(Stored data)
|---|
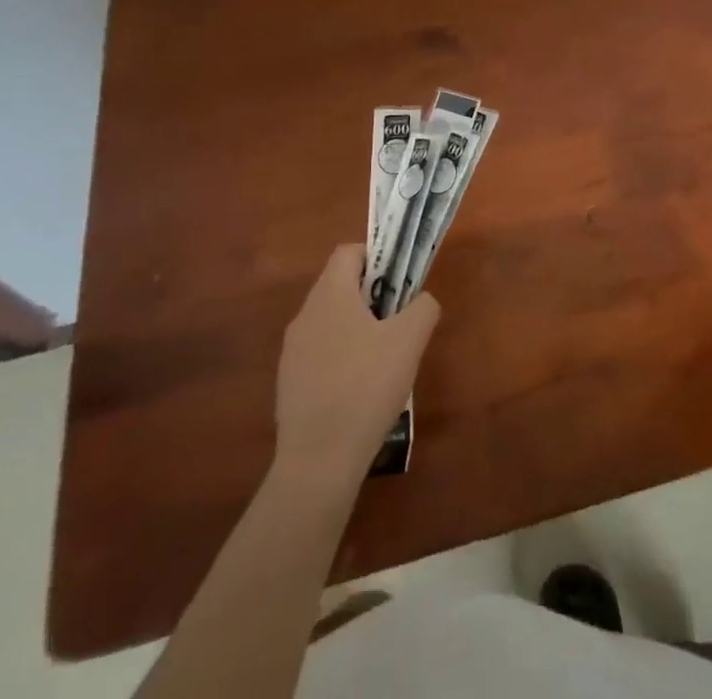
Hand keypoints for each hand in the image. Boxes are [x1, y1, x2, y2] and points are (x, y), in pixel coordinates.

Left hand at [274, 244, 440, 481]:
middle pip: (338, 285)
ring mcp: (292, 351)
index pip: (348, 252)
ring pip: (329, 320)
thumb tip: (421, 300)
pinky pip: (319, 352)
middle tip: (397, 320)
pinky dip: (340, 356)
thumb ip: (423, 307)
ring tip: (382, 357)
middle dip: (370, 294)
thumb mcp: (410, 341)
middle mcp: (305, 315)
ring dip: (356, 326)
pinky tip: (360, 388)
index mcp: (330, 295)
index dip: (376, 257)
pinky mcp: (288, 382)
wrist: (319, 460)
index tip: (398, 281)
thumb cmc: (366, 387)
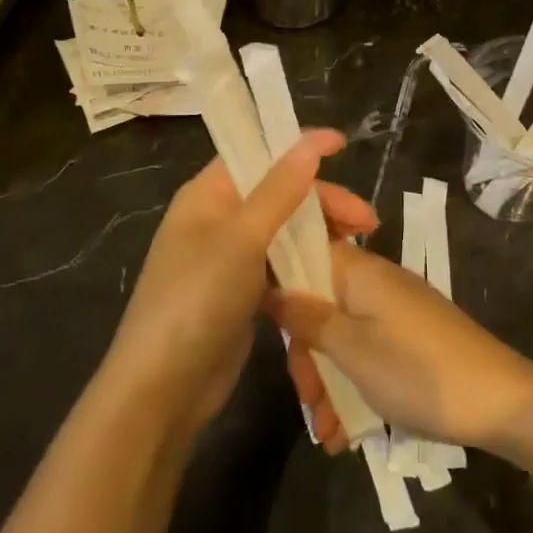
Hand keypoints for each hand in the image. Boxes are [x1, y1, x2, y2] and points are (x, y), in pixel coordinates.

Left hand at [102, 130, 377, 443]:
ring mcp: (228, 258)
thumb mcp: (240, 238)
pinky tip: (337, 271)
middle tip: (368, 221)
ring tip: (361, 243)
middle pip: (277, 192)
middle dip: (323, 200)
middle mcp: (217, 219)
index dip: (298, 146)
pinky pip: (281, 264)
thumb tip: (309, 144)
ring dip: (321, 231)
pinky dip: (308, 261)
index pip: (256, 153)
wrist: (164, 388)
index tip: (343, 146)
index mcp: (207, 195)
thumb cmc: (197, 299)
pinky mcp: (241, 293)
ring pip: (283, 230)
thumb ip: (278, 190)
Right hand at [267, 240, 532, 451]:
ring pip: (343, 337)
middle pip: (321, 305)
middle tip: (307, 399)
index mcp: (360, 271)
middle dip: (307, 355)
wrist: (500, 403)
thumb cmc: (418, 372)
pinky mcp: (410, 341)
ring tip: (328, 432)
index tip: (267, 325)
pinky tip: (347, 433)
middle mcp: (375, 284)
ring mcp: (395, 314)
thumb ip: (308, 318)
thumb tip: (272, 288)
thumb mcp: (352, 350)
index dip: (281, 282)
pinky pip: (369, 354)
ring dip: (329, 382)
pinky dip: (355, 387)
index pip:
|---|
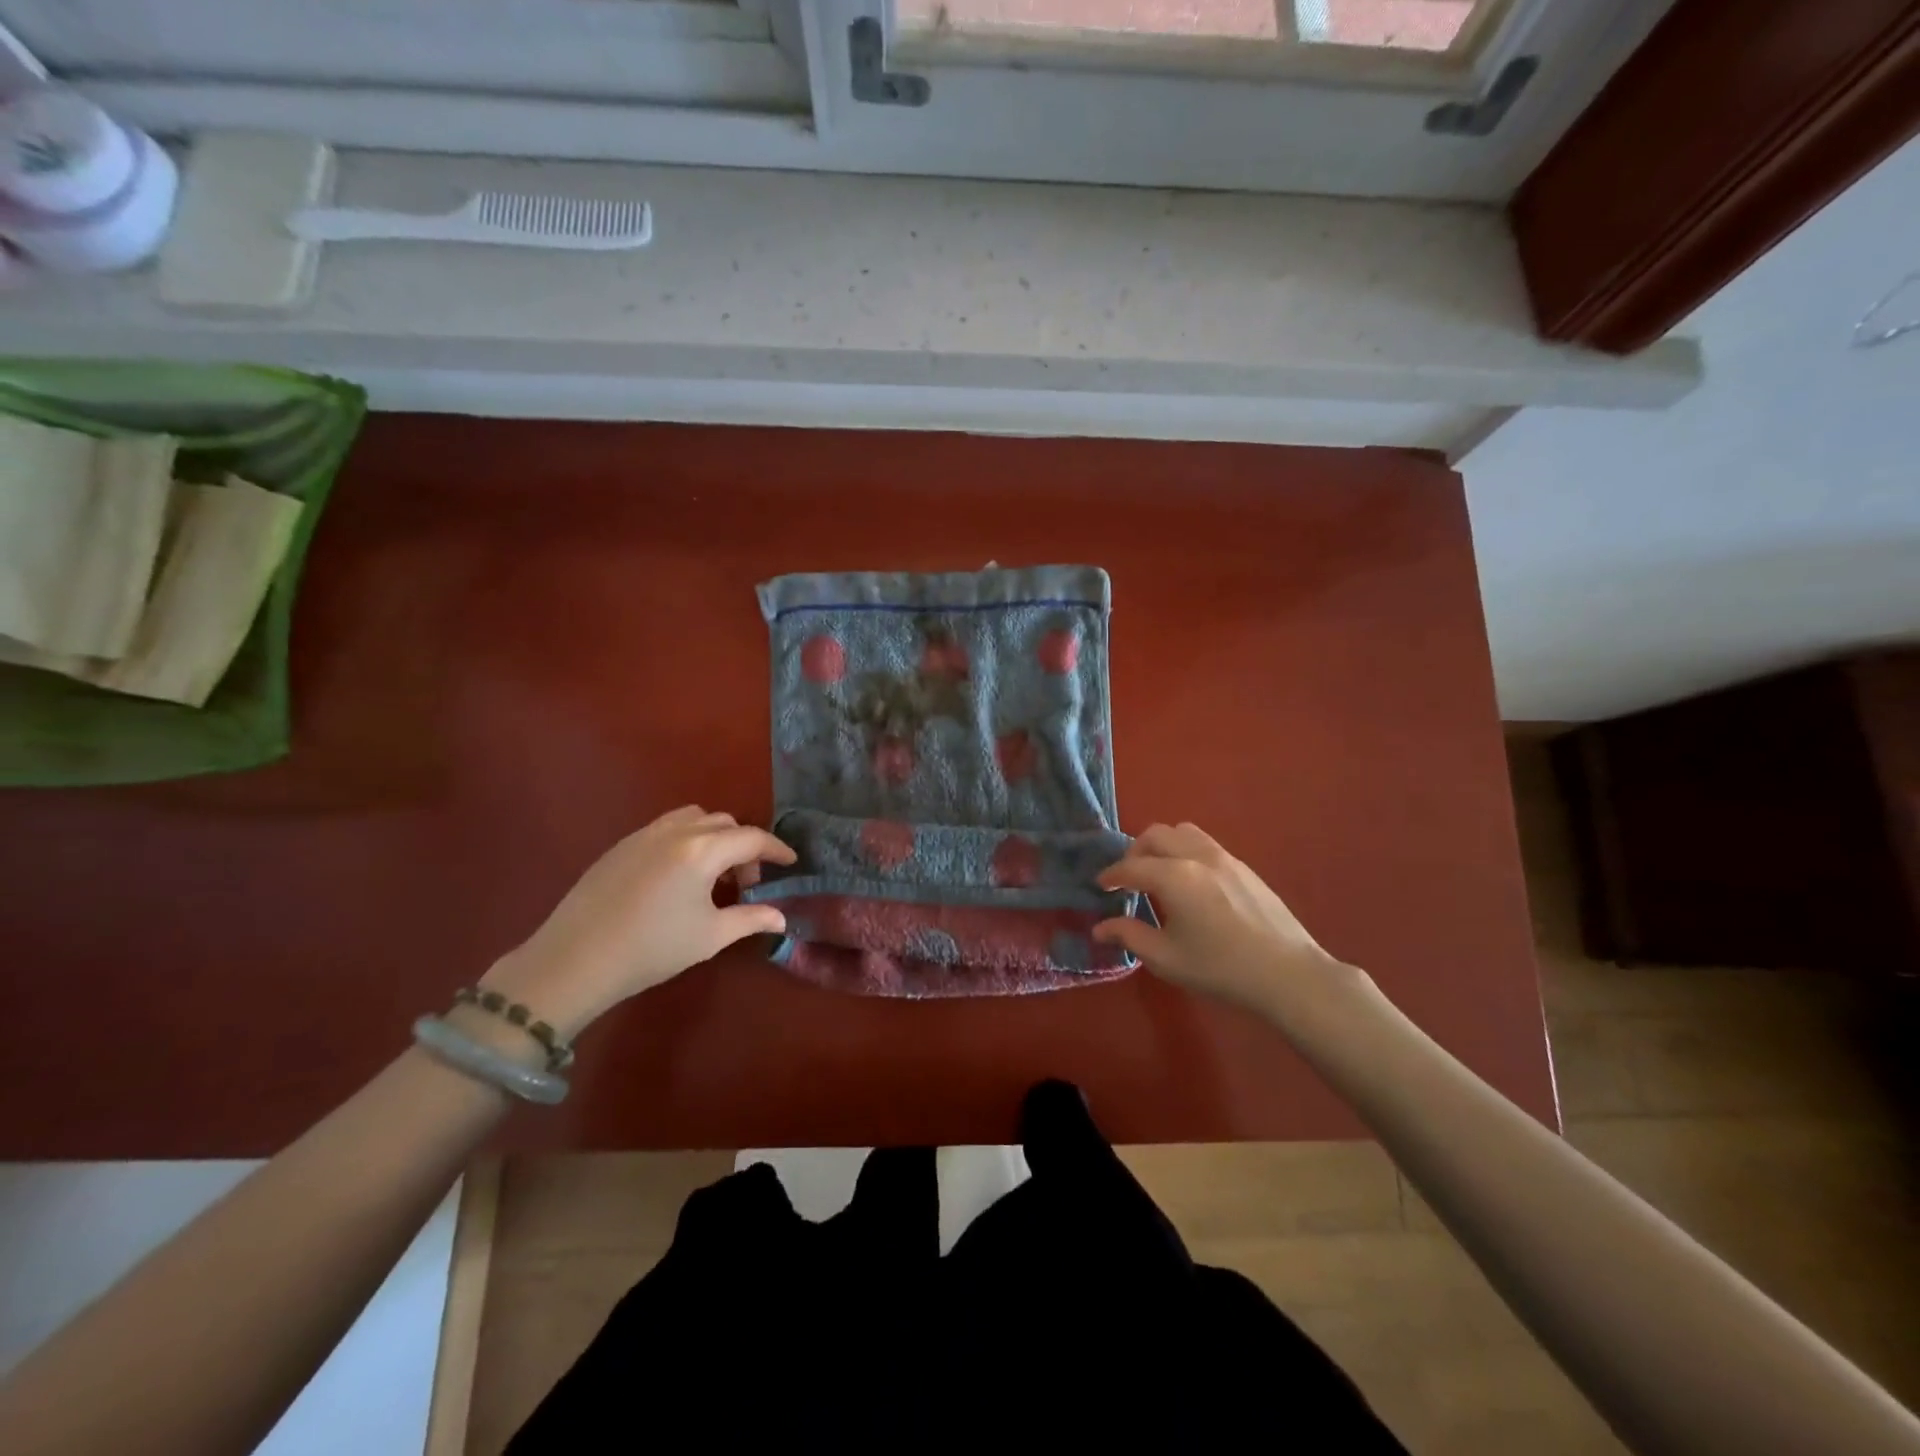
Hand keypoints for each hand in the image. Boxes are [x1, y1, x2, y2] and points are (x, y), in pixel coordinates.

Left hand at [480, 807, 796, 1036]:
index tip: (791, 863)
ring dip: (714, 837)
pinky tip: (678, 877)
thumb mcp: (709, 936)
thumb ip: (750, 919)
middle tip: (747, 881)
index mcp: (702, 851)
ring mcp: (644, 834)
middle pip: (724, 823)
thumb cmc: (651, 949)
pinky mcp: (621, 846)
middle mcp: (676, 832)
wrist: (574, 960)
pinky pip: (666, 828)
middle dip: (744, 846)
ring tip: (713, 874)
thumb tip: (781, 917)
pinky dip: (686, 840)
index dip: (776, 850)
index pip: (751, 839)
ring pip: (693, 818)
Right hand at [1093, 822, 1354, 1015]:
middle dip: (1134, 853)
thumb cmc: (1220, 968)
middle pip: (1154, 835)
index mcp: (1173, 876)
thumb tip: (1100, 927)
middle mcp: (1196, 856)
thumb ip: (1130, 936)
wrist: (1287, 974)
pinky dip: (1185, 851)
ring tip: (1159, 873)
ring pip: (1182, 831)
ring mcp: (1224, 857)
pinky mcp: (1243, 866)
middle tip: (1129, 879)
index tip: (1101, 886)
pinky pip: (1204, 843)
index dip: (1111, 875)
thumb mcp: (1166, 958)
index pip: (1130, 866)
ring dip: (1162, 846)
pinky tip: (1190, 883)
|---|
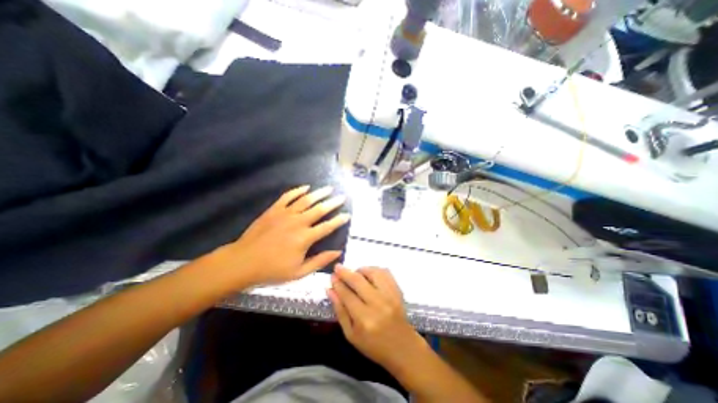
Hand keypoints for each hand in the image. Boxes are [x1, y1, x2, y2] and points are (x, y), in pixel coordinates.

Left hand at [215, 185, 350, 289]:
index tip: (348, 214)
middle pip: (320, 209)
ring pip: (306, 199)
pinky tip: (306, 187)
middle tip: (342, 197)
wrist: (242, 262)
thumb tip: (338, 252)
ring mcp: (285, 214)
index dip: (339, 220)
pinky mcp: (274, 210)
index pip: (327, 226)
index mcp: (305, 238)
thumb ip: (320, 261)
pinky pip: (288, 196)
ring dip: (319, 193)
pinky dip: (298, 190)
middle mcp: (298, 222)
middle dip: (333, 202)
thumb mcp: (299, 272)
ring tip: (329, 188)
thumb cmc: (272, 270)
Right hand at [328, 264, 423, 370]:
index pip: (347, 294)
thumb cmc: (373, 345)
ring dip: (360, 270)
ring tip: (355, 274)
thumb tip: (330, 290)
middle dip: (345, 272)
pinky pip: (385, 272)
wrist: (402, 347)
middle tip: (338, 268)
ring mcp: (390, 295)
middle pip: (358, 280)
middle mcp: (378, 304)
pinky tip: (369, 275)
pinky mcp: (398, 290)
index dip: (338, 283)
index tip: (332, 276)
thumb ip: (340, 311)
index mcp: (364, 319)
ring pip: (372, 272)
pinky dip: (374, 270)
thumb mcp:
|---|
• [Description of the task] Among the records above, repeat exactly the line with "middle dip: (307, 355)", the line with "index dip: (281, 282)", and every line in between, and only those.

• [Answer to this problem]
middle dip: (307, 355)
wrist: (500, 403)
thumb cmc: (418, 372)
pinky mcp: (410, 341)
ring tip: (328, 432)
index tip: (267, 325)
pinky tip: (347, 433)
middle mcp: (375, 284)
ring mcp: (395, 314)
thumb ip: (308, 318)
thumb tip: (272, 288)
thumb mcp: (352, 350)
index dip: (281, 282)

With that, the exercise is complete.